Un débat sur la démographie a eu lieu le 28 février à l’Assemblée nationale. Plusieurs orateurs ont fait référence à une étude de l’Union nationale des associations familiales tendant à montrer que le nombre d’enfants souhaité par les couples (2,39) est supérieur au nombre d’enfants réellement observé, que ce soit par l’indice conjoncturel de fécondité (1,80 enfant en 2022) ou la descendance finale au cours de la vie (au moins 1,99 enfants pour les femmes de la génération 1982 qui n’ont pas encore fini leur vie reproductive). Ces orateurs, qui réclament des mesures natalistes afin de satisfaire ce qu’ils présentent comme les souhaits des couples, font toutefois une lecture erronée de l’étude en question.
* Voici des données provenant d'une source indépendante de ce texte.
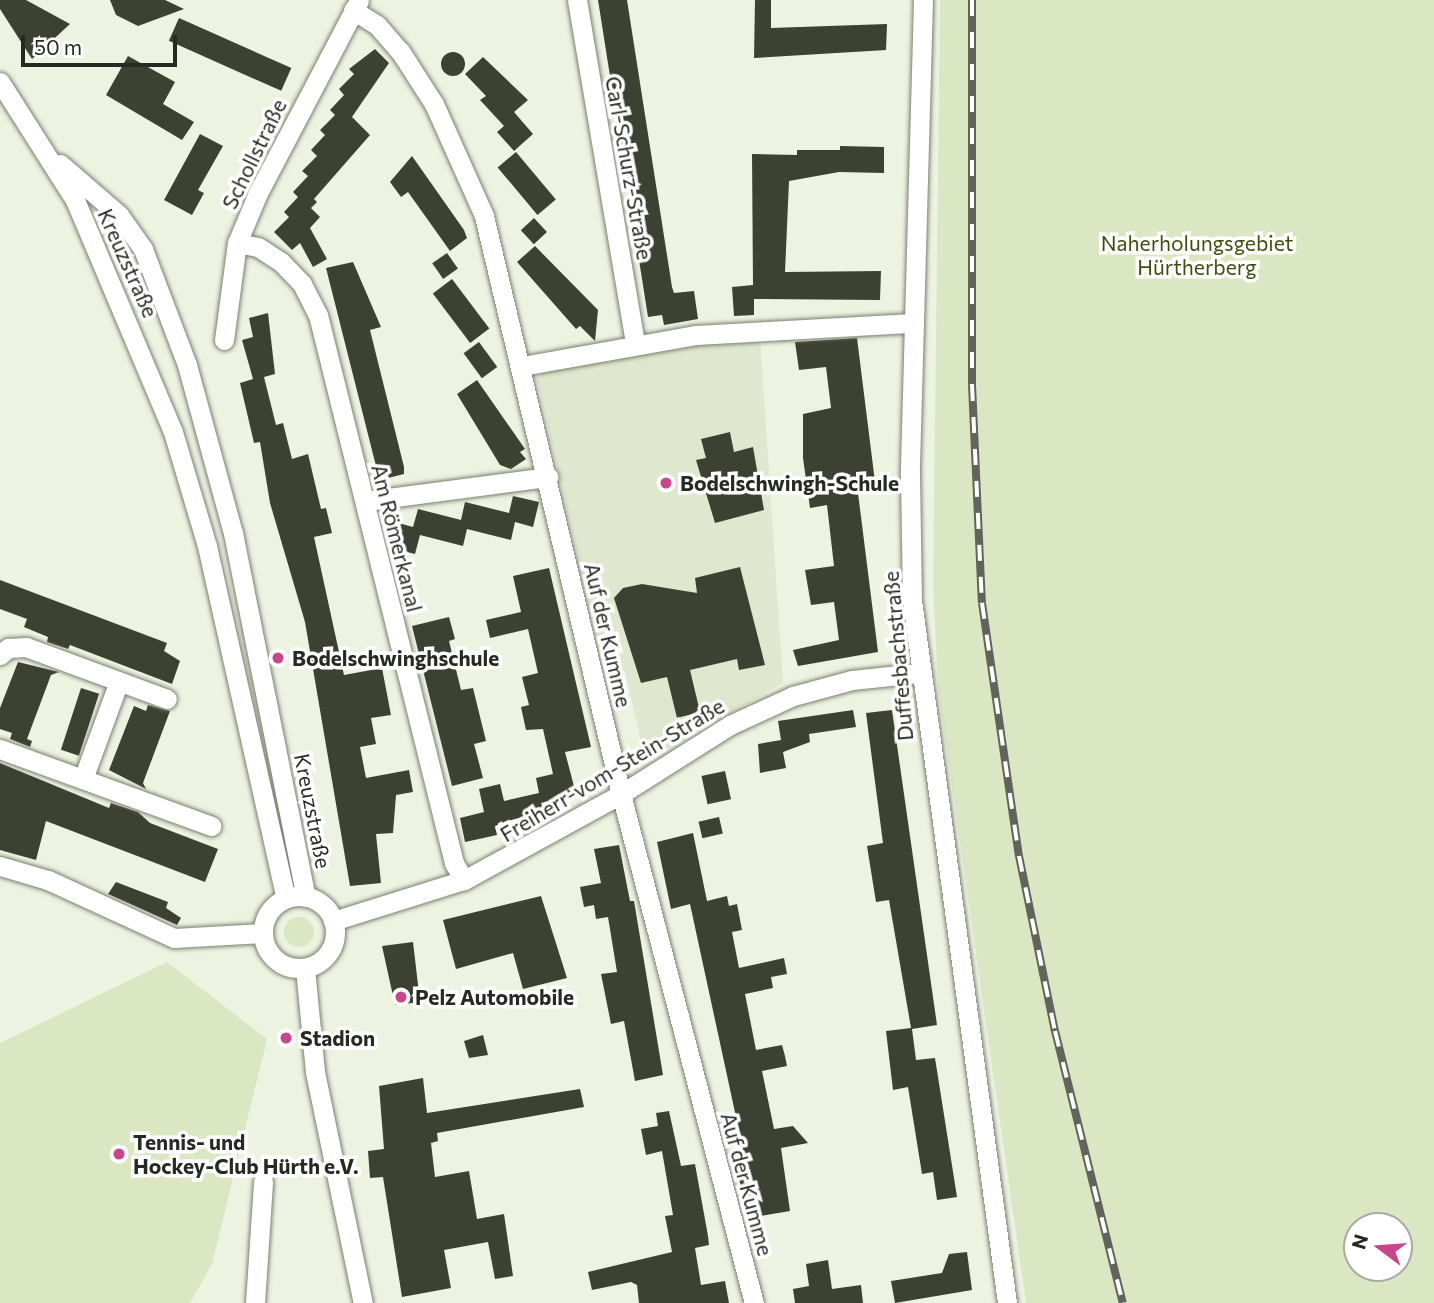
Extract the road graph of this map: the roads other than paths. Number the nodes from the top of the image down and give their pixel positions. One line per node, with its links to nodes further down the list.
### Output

Cette étude est basée sur un « échantillon national de 1072 personnes représentatif de l’ensemble de la population âgée de 15 ans et plus, interrogées en face-à-face à leur domicile », donc sur des déclarations non anonymes dans des conditions où les personnes interrogées sont soumises à une pression sociale évidente, ce qui suffit à discréditer ses conclusions. Interroger les gens en face à face à leur domicile sur des questions touchant à leur famille est la garantie d’avoir des réponses biaisées : qui va en effet oser dire « J’ai 3 enfants mais je n’en voulais que 2 ! » ? On imagine la réaction du conjoint, voire des enfants présents : « Papa/Maman, tu préfèrerais que je n’existe pas ? ». Il y a donc peu de chances que le nombre d’enfants déclaré comme souhaité soit inférieur au nombre d’enfants réel. De fait, le nombre réel est très proche du nombre déclaré comme souhaité, les familles de deux enfants en souhaitant en moyenne 2,28, celles de trois enfants 3,15. Celles de 4 enfants ou plus en souhaitent 3,51, peut-être parce que les parents de familles très nombreuses sont plus enclines à admettre publiquement qu’il s’agit d’un « accident ». Par contre, la majorité des familles d’un enfant en souhaitent deux, peut-être tout simplement parce qu’elles n’ont pas encore eu le temps de les avoir, et le nombre souhaité est en moyenne de 1,85. Gageons que ces parents sont jeunes et ne sont pas encore tous à réfléchir à un deuxième enfant.

En somme, cette étude voulant montrer que les familles veulent plus d’enfants qu’elles n’en ont réellement est biaisée et inutilisable. Si on voulait réellement savoir le nombre d’enfants souhaité par les couples on aurait privilégié une procédure reposant sur un anonymat strict.